Bogie gets his bar taken from him, loses the love of his
life and goes on the run as a fugitive behind enemy lines. And it’s the
greatest ending of all time. “The positive resolution of relationships” indeed.
Which brings us to The Grey and that damned ending.
The Grey is a primal tale about man versus nature. It
follows the grim adventures of Liam Neeson (character name irrelevant and
undesirable; we paid for a Liam Neeson movie, dammit), a sniper who protects
oil pipeline workers in the arctic from the predation of local wolves.

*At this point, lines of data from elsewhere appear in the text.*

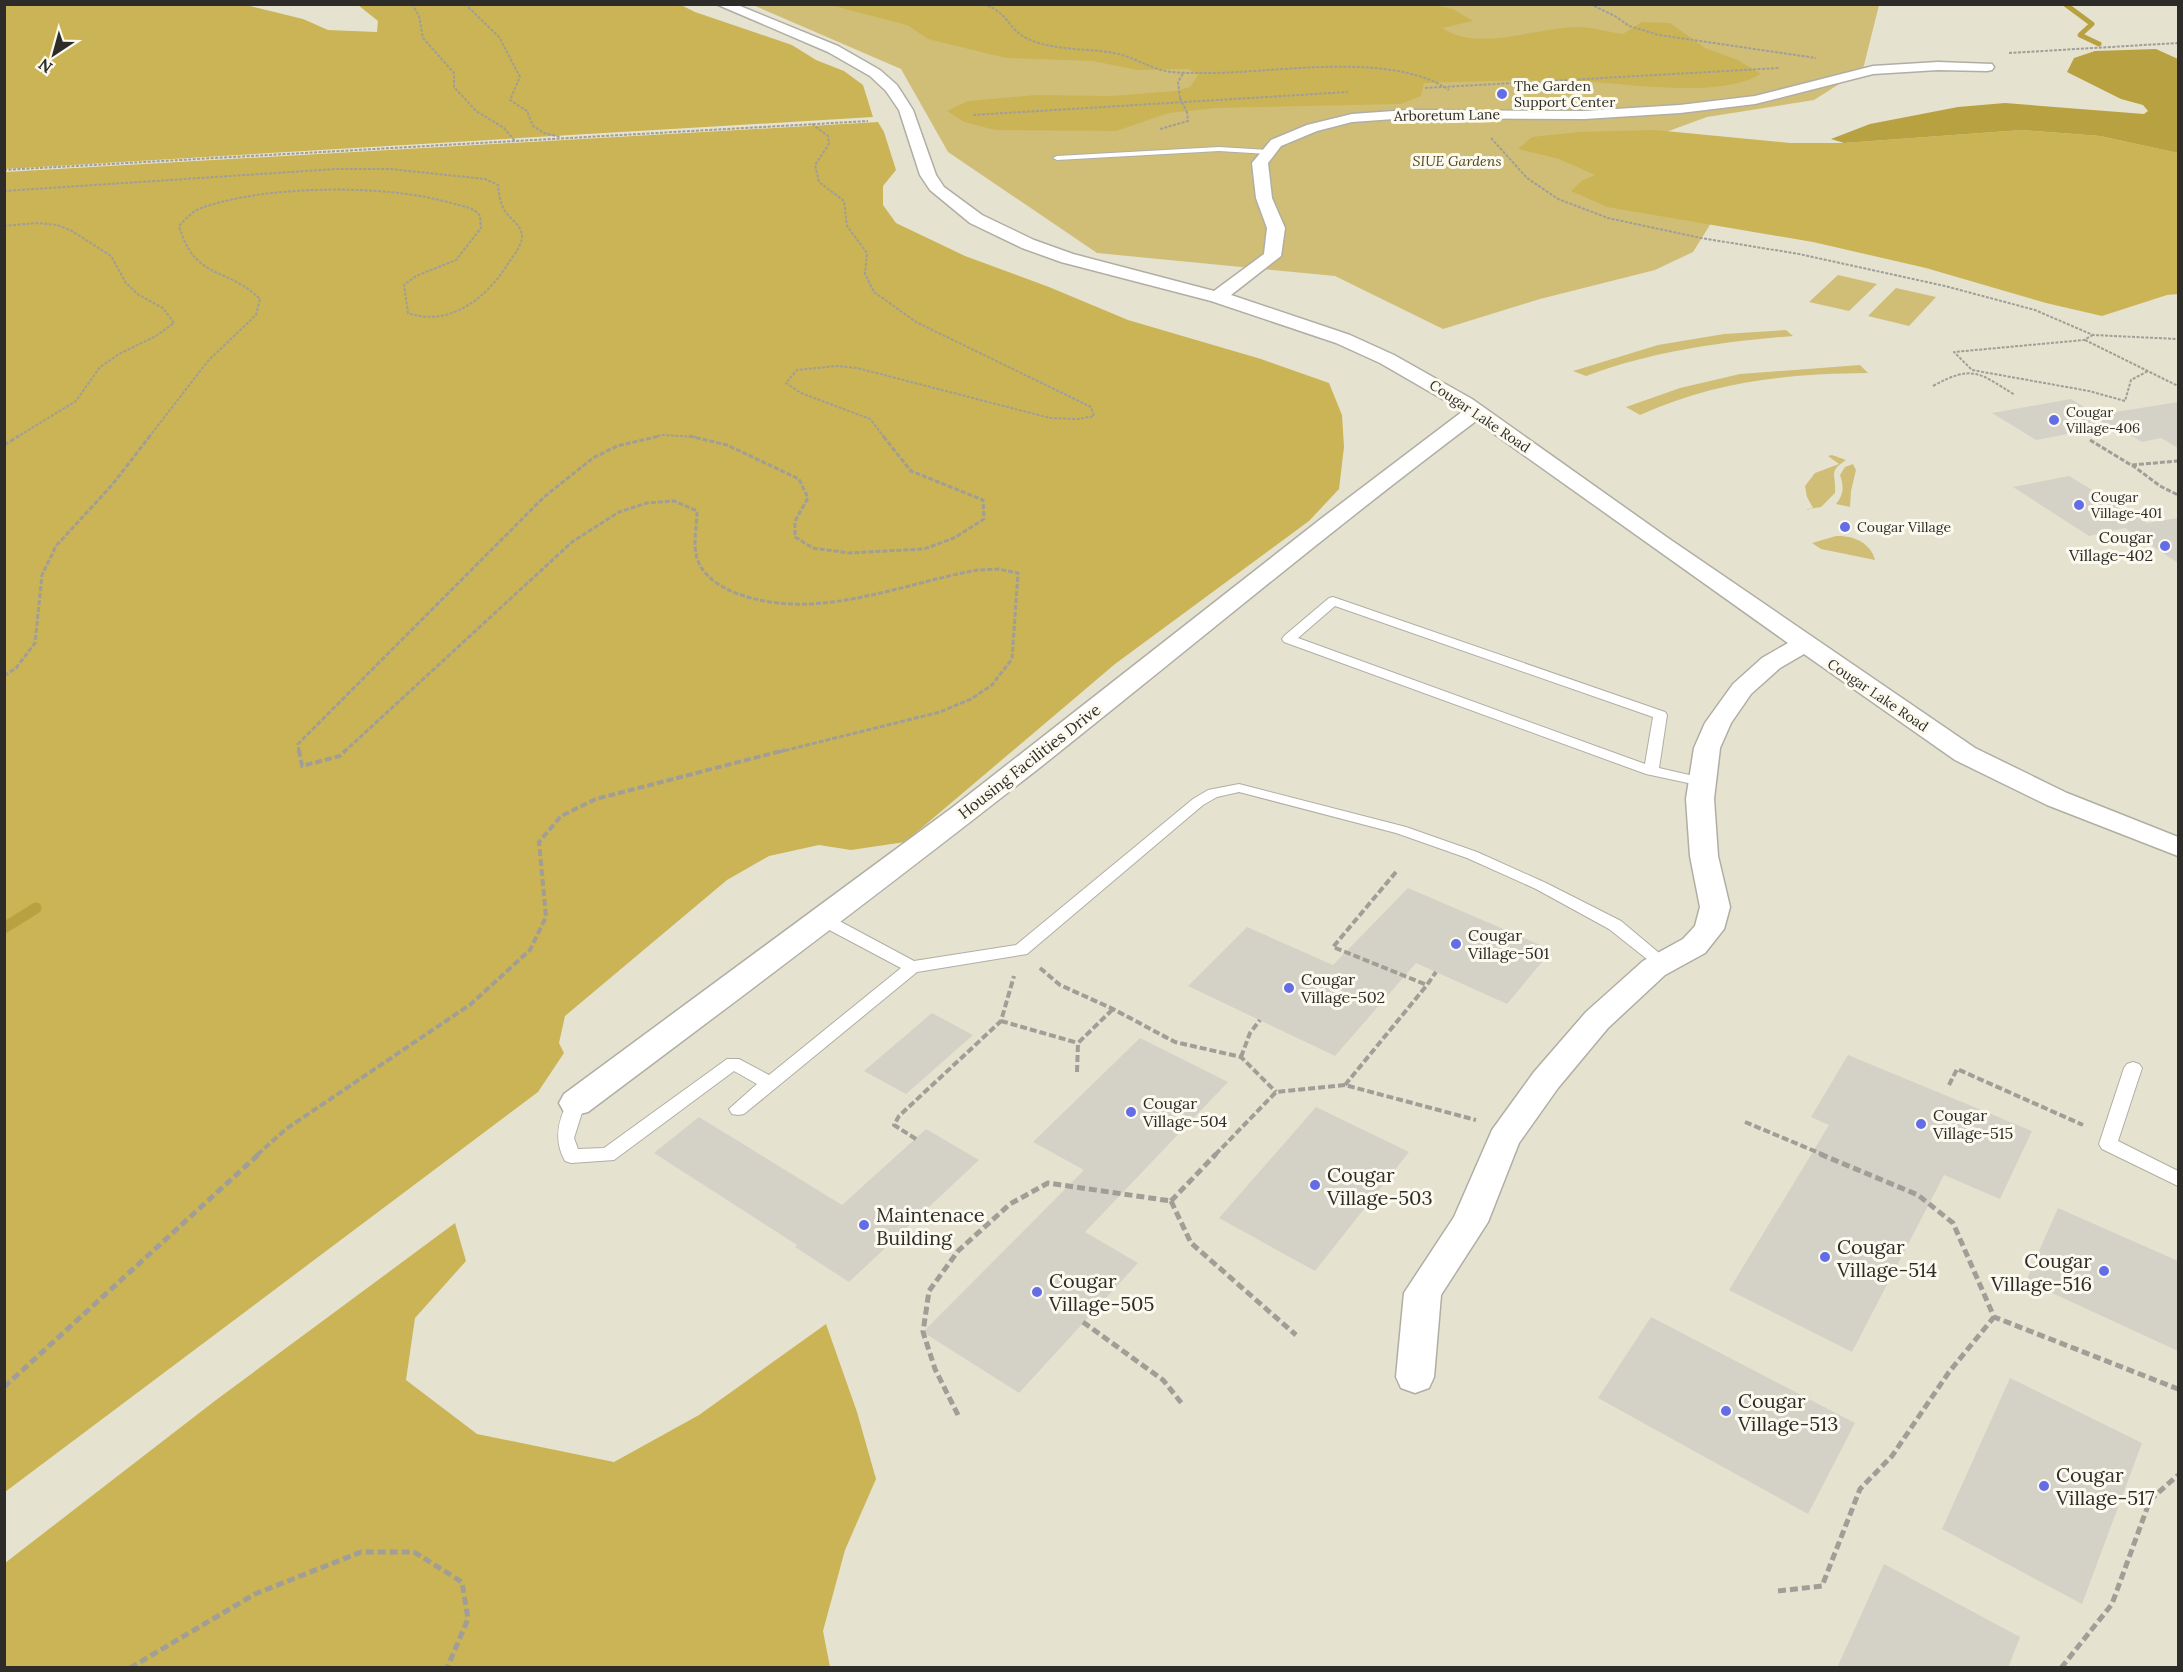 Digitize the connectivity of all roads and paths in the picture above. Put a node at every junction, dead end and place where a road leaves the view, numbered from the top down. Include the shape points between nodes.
1 (412, 4) edge
2 (465, 4) edge
3 (722, 4) edge
4 (984, 4) edge
5 (1590, 4) edge
6 (2178, 43) edge
7 (2007, 53) dead end
8 (1819, 59) dead end
9 (1988, 67) dead end
10 (1779, 68) dead end
11 (1184, 72) junction
12 (1444, 87) junction
13 (1421, 88) dead end
14 (1350, 92) dead end
15 (1187, 112) dead end
16 (1471, 114) junction
17 (973, 115) dead end
18 (868, 121) dead end
19 (812, 124) junction
20 (566, 139) junction
21 (515, 141) junction
22 (1268, 152) junction
23 (1057, 158) dead end
24 (4, 170) edge
25 (4, 191) edge
26 (4, 225) edge
27 (1217, 297) junction
28 (2093, 335) junction
29 (2178, 339) edge
30 (2084, 340) junction
31 (1972, 370) junction
32 (2148, 371) junction
33 (1933, 386) dead end
34 (2178, 386) edge
35 (2015, 395) dead end
36 (1476, 411) junction
37 (2090, 440) dead end
38 (4, 445) edge
39 (2178, 461) edge
40 (2131, 465) junction
41 (2178, 495) edge
42 (1803, 644) junction
43 (4, 676) edge
44 (1651, 771) junction
45 (1702, 782) junction
46 (2178, 847) edge
47 (1396, 872) dead end
48 (824, 920) junction
49 (1021, 950) junction
50 (1663, 963) junction
51 (912, 967) junction
52 (1436, 972) dead end
53 (1427, 985) junction
54 (1113, 1009) junction
55 (1260, 1020) dead end
56 (1001, 1021) junction
57 (1078, 1043) junction
58 (1241, 1057) junction
59 (2133, 1068) dead end
60 (1077, 1072) dead end
61 (770, 1083) junction
62 (1345, 1085) junction
63 (1949, 1085) dead end
64 (1276, 1092) junction
65 (576, 1103) joint
66 (738, 1109) dead end
67 (1745, 1122) dead end
68 (2083, 1125) dead end
69 (1511, 1130) junction
70 (916, 1139) dead end
71 (2178, 1179) edge
72 (1171, 1202) junction
73 (1994, 1317) junction
74 (1083, 1322) dead end
75 (1296, 1335) dead end
76 (1415, 1377) dead end
77 (4, 1387) edge
78 (2178, 1389) edge
79 (1183, 1405) dead end
80 (958, 1415) dead end
81 (2178, 1475) edge
82 (1778, 1591) dead end
83 (130, 1668) edge
84 (447, 1668) edge
85 (2061, 1668) edge

1 - 21 path via 420,16 423,38 454,73 454,87 476,111 504,128
2 - 20 path via 499,37 520,77 510,100 527,111 533,126 543,133
3 - 27 street, Cougar Lake Road via 833,48 875,73 892,88 906,110 928,175 938,190 976,219 1067,258
4 - 11 path via 1004,13 1019,34 1044,43 1126,55 1163,70
5 - 8 path via 1629,26 1659,35
6 - 7 path
9 - 16 street, Arboretum Lane via 1873,70 1755,100 1680,109 1584,115
10 - 12 path
11 - 12 path via 1336,65 1400,72
11 - 15 path, bridge via 1178,82
12 - 13 path
12 - 16 path
14 - 17 path
16 - 22 street, Arboretum Lane via 1352,118 1312,128 1276,143
16 - 28 path via 1527,178 1558,199 1608,218 1945,286 2035,310
18 - 19 path
19 - 20 path
19 - 77 path via 828,136 829,144 815,165 819,182 844,201 847,226 867,253 865,274 873,292 916,322 1091,407 1094,416 1050,418 857,368 797,370 786,383 801,393 870,419 911,471 983,500 984,519 954,538 924,549 849,553 813,548 795,537 795,521 808,498 799,479 727,445 686,435 663,435 617,446 593,458 544,497 298,744 302,766 340,756 572,542 619,512 647,503 674,501 697,511 698,560 708,578 741,597 808,604 863,597 971,571 1002,567 1018,573 1012,659 993,685 940,712 638,787 596,799 561,816 539,842 546,917 530,950 471,1004 286,1129
20 - 21 path
21 - 24 path
22 - 23 lane via 1219,149
22 - 27 street via 1260,163 1264,198 1276,228 1272,256
25 - 43 path via 336,169 390,170 485,179 498,185 503,208 519,226 522,240 504,273 486,294 456,312 419,319 408,313 404,285 456,260 481,228 474,210 416,194 329,192 236,199 203,207 187,216 179,226 182,240 199,266 243,285 260,300 256,315 208,362 112,485 56,546 42,575 35,643
26 - 38 path via 38,223 72,231 111,256 126,283 138,295 163,308 174,323 100,367 76,400
27 - 36 street, Cougar Lake Road via 1343,339 1424,379
28 - 29 path
28 - 30 path
30 - 31 path via 1954,352
30 - 32 path
31 - 32 path via 2125,401 2131,380
31 - 33 path via 1956,372
31 - 35 path
32 - 34 path
36 - 42 street, Cougar Lake Road
36 - 48 street, Housing Facilities Drive via 1380,482
37 - 40 path
39 - 40 path
40 - 41 path
42 - 45 street via 1771,663 1742,689 1718,723 1707,748
42 - 46 street, Cougar Lake Road via 1965,754 2057,799
44 - 44 lane via 1591,751 1289,639 1333,601 1660,715
44 - 45 lane
45 - 50 street via 1704,856 1715,907 1709,929 1694,946
47 - 53 path via 1333,947
48 - 51 lane
48 - 65 street, Housing Facilities Drive
49 - 50 lane via 1198,802 1213,793 1239,788 1401,830 1472,855 1616,925
49 - 51 lane
49 - 54 path via 1060,985
49 - 56 path
50 - 69 street via 1598,1020 1546,1080
51 - 61 lane
52 - 53 path
53 - 62 path
54 - 57 path
54 - 58 path via 1175,1042
55 - 58 path
56 - 57 path
56 - 70 path via 899,1116 894,1125
57 - 60 path
58 - 64 path
59 - 71 lane via 2108,1144
61 - 65 lane via 733,1063 608,1155 571,1156 565,1138
61 - 66 lane
62 - 64 path
62 - 69 path
63 - 68 path via 1957,1069
64 - 72 path
67 - 73 path via 1918,1195 1953,1223
69 - 76 street via 1470,1222 1423,1293
72 - 75 path via 1191,1243
72 - 80 path via 1048,1183 1010,1204 957,1251 929,1291 924,1332 935,1369
73 - 78 path
73 - 82 path via 1949,1372 1892,1456 1860,1489 1822,1586
74 - 79 path via 1163,1380
81 - 85 path via 2150,1500 2112,1604
83 - 84 path via 255,1594 361,1552 414,1552 462,1582 468,1619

Neeson’s whole life is grey in the wake of his wife’s death,
and he’s on the verge of suicide when his arctic tour expires and he’s sent
home on a charter plane.
Well, almost sent home.
The plane crashes somewhere in the arctic waste, sparing
only half a dozen of its passengers. Gathering survivors and assessing their
situation is a task that must be quickly achieved, because there are wolves in
these here parts, and they come calling sooooon.
This strategy has its detractors, and leads to a struggle
for dominance within the group that makes the six men resemble their
adversaries quite closely.
But hey, Neeson is Neeson, and before long our guys are headed for those trees. The wolves follow along, and the rest of the movie consists of homo sapiens getting their asses handed to them by canis lupis.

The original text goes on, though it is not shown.